1998: See the funeral home? See that pink building next to it? Walk up two stairs with the smell of mildew, and they have carved out a closet that I called home for two years. Market St. between Noe & Sanchez. Lots of fun, lots of partying. Tiny ass studio, where I got a shadow show of gay sex almost nightly on my floor, from neighborhing apartments. Once I was playing solitaire on my computer and someone in a nearby apartment yelled “Red queen on black king!” The vicinity to Peets (across the street) meant I got an ulcer.
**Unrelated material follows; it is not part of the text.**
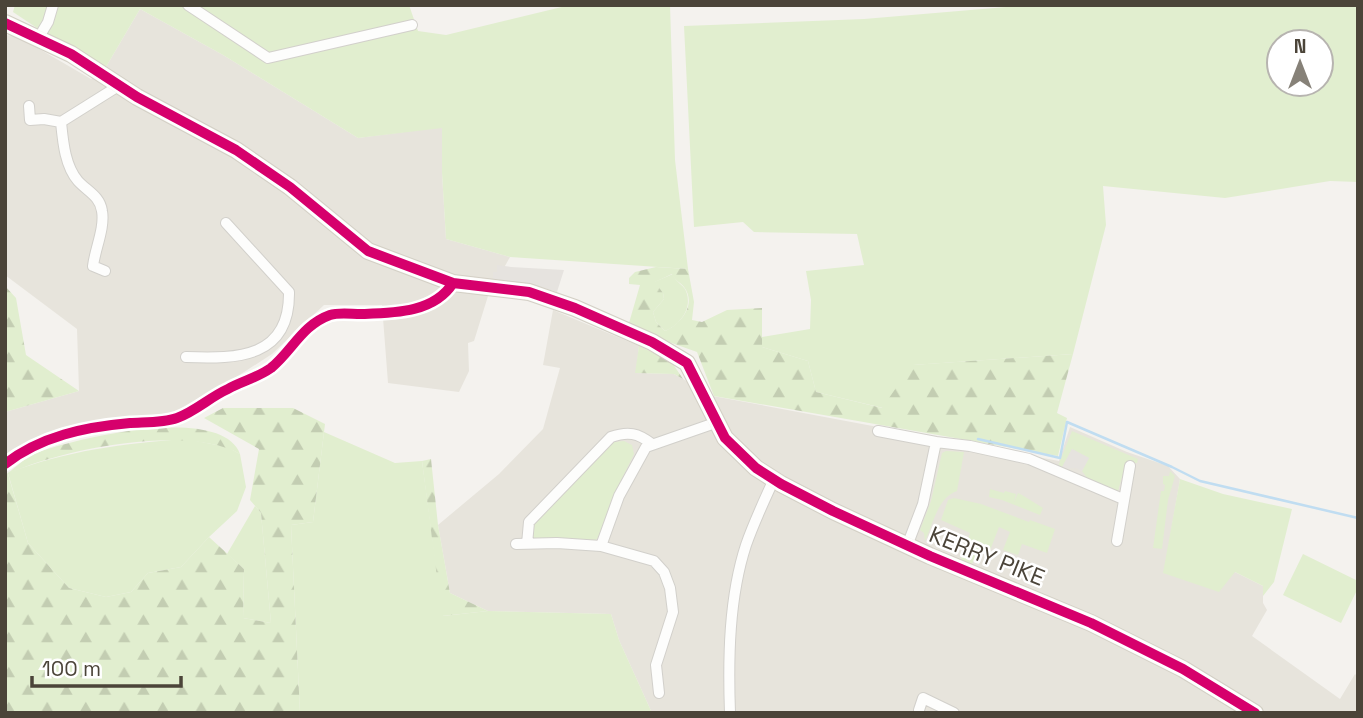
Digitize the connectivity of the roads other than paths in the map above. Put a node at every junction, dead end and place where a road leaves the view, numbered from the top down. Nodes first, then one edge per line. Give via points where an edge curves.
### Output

1999: See the big Mission Church? Across are these Victorian apartment buildings all in a row. I was moving on up, to a two bedroom in the Inner Mission (and yet only 2 blocks away). 16th street between Dolores and Church. Got to live with another foodie, so we had some amazing dinners there in our Victorian kitchen: no counter space, one sink in a pantry, and the refrigerator was the most modern convenience. 1930s era oven leaked gas. Well, needless to say the building burned down last June.